Showing posts with label data mining. Show all posts
Showing posts with label data mining. Show all posts

Monday, September 03, 2018

PanOpticon in my Pocket: 0.35GB/month of surveillance, no charge!

Your location is monitored roughly every 10 minutes, if not more often, thanks to your phone. There are multiple methods: GPS or wifi connections or cell-tower pings, or even Bluetooth. This data is stored forever and is available to certain people for analysis. Technically the data is anonymous, but it is easy to connect your geolocation data to your real world identity -- the data shows where you sleep at night (home address) and work during the day. It can be cross-referenced with cookies placed on your browser by ad networks, so your online activities (purchases, web browsing, social media) can be linked to your spatial-temporal movements.

Some quantities which can be easily calculated using this data: How many people visited a specific Toyota dealership last month? How many times did someone test drive a car? Who were those people who test drove a car? How many people stopped / started a typical 9-5 job commute pattern? (BLS only dreams of knowing this number.) What was the occupancy of a specific hotel or rental property last month? How many people were on the 1:30 PM flight from LAX to Laguardia last Friday? Who were they? ...

Of course, absolute numbers may be noisy, but diffs from month to month or year to year, with reasonable normalization / averaging, can yield insights at the micro, macro, and individual firm level.

If your quant team is not looking at this data, it should be ;-)

Google Data Collection
Professor Douglas C. Schmidt, Vanderbilt University
August 15, 2018

... Both Android and Chrome send data to Google even in the absence of any user interaction. Our experiments show that a dormant, stationary Android phone (with Chrome active in the background) communicated location information to Google 340 times during a 24-hour period, or at an average of 14 data communications per hour. In fact, location information constituted 35% of all the data samples sent to Google. In contrast, a similar experiment showed that on an iOS Apple device with Safari (where neither Android nor Chrome were used), Google could not collect any appreciable data (location or otherwise) in the absence of a user interaction with the device.

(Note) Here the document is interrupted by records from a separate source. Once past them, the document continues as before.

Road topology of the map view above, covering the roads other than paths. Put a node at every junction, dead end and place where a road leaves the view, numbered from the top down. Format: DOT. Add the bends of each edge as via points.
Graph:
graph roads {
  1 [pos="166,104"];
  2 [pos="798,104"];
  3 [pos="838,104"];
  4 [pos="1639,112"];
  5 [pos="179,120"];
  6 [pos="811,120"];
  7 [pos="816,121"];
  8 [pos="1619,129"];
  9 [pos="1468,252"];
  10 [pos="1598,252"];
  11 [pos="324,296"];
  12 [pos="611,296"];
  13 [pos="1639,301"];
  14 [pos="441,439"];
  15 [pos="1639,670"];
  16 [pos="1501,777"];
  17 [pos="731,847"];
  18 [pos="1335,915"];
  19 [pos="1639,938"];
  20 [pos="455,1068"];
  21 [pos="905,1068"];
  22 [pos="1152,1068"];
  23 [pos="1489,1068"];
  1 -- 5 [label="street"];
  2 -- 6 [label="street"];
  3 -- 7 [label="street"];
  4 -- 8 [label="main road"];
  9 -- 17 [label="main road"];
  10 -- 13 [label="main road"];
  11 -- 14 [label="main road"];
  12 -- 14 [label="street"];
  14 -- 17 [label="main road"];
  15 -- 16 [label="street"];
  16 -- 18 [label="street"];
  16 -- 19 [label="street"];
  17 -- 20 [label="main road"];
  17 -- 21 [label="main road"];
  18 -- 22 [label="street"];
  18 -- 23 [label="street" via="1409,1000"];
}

e. After a user starts interacting with an Android phone (e.g. moves around, visits webpages, uses apps), passive communications to Google server domains increase significantly, even in cases where the user did not use any prominent Google applications (i.e. no Google Search, no YouTube, no Gmail, and no Google Maps). This increase is driven largely by data activity from Google’s publisher and advertiser products (e.g. Google Analytics, DoubleClick, AdWords)11. Such data constituted 46% of all requests to Google servers from the Android phone. Google collected location at a 1.4x higher rate compared to the stationary phone experiment with no user interaction. Magnitude wise, Google’s servers communicated 11.6 MB of data per day (or 0.35 GB/month) with the Android device. This experiment suggests that even if a user does not interact with any key Google applications, Google is still able to collect considerable information through its advertiser and publisher products.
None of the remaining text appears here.